--- Action item ---
Lines with the word "thumb": copy all of them from the entries below.
-- -- --
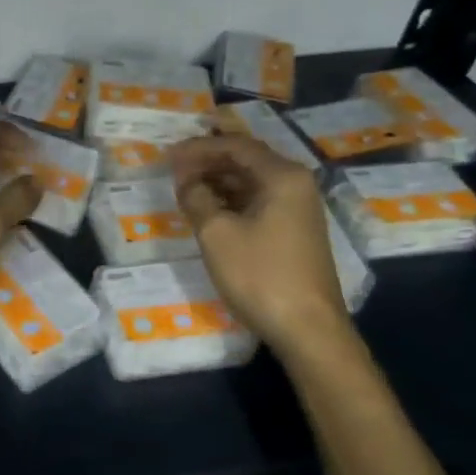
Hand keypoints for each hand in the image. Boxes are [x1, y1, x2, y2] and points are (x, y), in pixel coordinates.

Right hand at [169, 114, 353, 358]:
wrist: (307, 329)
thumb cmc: (260, 275)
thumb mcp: (216, 233)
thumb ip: (196, 197)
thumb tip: (186, 180)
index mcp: (282, 176)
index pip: (236, 145)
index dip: (199, 147)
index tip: (168, 155)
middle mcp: (295, 184)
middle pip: (246, 159)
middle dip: (208, 161)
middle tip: (174, 170)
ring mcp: (298, 209)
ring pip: (251, 182)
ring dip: (218, 181)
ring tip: (185, 189)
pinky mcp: (294, 231)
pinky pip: (258, 201)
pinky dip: (231, 200)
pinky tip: (208, 210)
-- -- --
--- Response to the exercise ---
thumb cmc: (260, 275)
thumb mcp: (216, 233)
thumb ip: (196, 197)
thumb tip: (186, 180)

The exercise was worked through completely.